Supplied data START

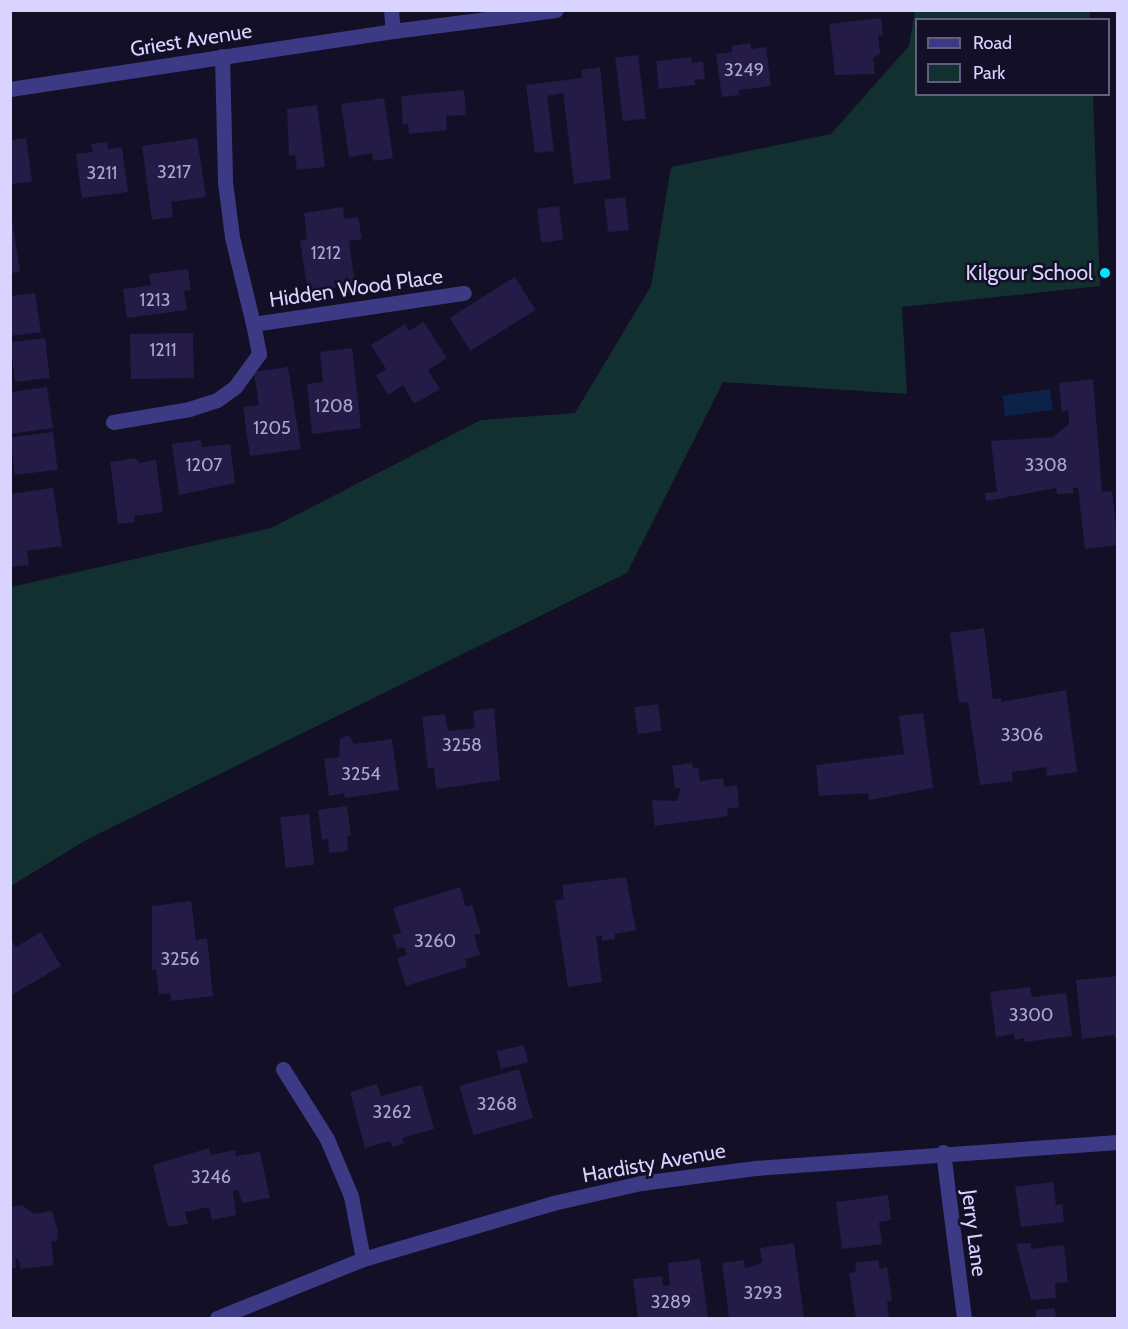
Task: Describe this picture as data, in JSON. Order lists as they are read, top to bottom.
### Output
{
  "streets": {
    "street": [
      "Griest Avenue",
      "Hidden Wood Place",
      "Hardisty Avenue",
      "Jerry Lane"
    ]
  },
  "crossings": [
    ["Griest Avenue", "Hidden Wood Place"],
    ["Hardisty Avenue", "Jerry Lane"]
  ],
  "places": ["Kilgour School"],
  "house_numbers": [
    "3249",
    "3217",
    "3211",
    "1212",
    "1213",
    "1211",
    "1208",
    "1205",
    "1207",
    "3308",
    "3306",
    "3258",
    "3254",
    "3260",
    "3256",
    "3300",
    "3268",
    "3262",
    "3246",
    "3293",
    "3289"
  ],
  "legend": ["Road", "Park"]
}
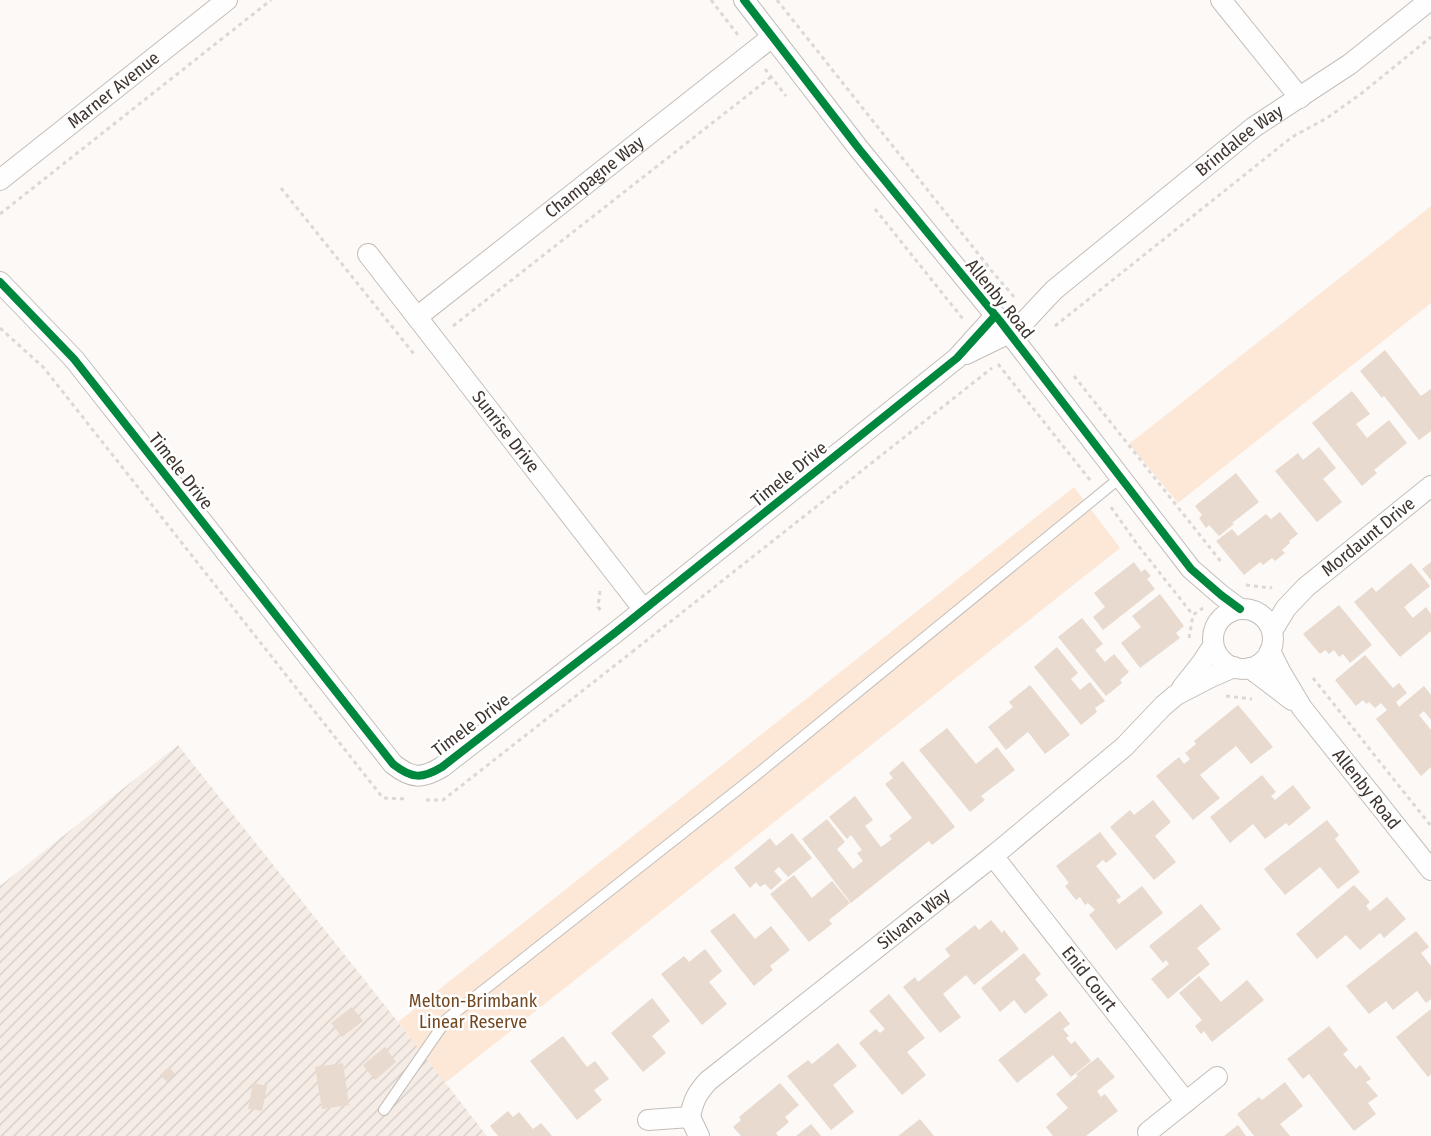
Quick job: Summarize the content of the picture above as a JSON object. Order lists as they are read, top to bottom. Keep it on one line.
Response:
{"streets":{"street":["Marner Avenue","Brindalee Way","Champagne Way","Allenby Road","Sunrise Drive","Timele Drive","Mordaunt Drive","Silvana Way","Enid Court"]},"crossings":[["Brindalee Way","Allenby Road"],["Brindalee Way","Timele Drive"],["Champagne Way","Allenby Road"],["Champagne Way","Sunrise Drive"],["Allenby Road","Timele Drive"],["Allenby Road","Mordaunt Drive"],["Allenby Road","Silvana Way"],["Sunrise Drive","Timele Drive"],["Mordaunt Drive","Silvana Way"],["Silvana Way","Enid Court"]],"parks":["Melton-Brimbank Linear Reserve"]}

Supplied data END

All entries need repeating exactly, but without the pictures.

Task: Describe this picture as data, in JSON. Order lists as they are read, top to bottom.
### Output
{
  "streets": {
    "street": [
      "Griest Avenue",
      "Hidden Wood Place",
      "Hardisty Avenue",
      "Jerry Lane"
    ]
  },
  "crossings": [
    ["Griest Avenue", "Hidden Wood Place"],
    ["Hardisty Avenue", "Jerry Lane"]
  ],
  "places": ["Kilgour School"],
  "house_numbers": [
    "3249",
    "3217",
    "3211",
    "1212",
    "1213",
    "1211",
    "1208",
    "1205",
    "1207",
    "3308",
    "3306",
    "3258",
    "3254",
    "3260",
    "3256",
    "3300",
    "3268",
    "3262",
    "3246",
    "3293",
    "3289"
  ],
  "legend": ["Road", "Park"]
}
Quick job: Summarize the content of the picture above as a JSON object. Order lists as they are read, top to bottom. Keep it on one line.
Response:
{"streets":{"street":["Marner Avenue","Brindalee Way","Champagne Way","Allenby Road","Sunrise Drive","Timele Drive","Mordaunt Drive","Silvana Way","Enid Court"]},"crossings":[["Brindalee Way","Allenby Road"],["Brindalee Way","Timele Drive"],["Champagne Way","Allenby Road"],["Champagne Way","Sunrise Drive"],["Allenby Road","Timele Drive"],["Allenby Road","Mordaunt Drive"],["Allenby Road","Silvana Way"],["Sunrise Drive","Timele Drive"],["Mordaunt Drive","Silvana Way"],["Silvana Way","Enid Court"]],"parks":["Melton-Brimbank Linear Reserve"]}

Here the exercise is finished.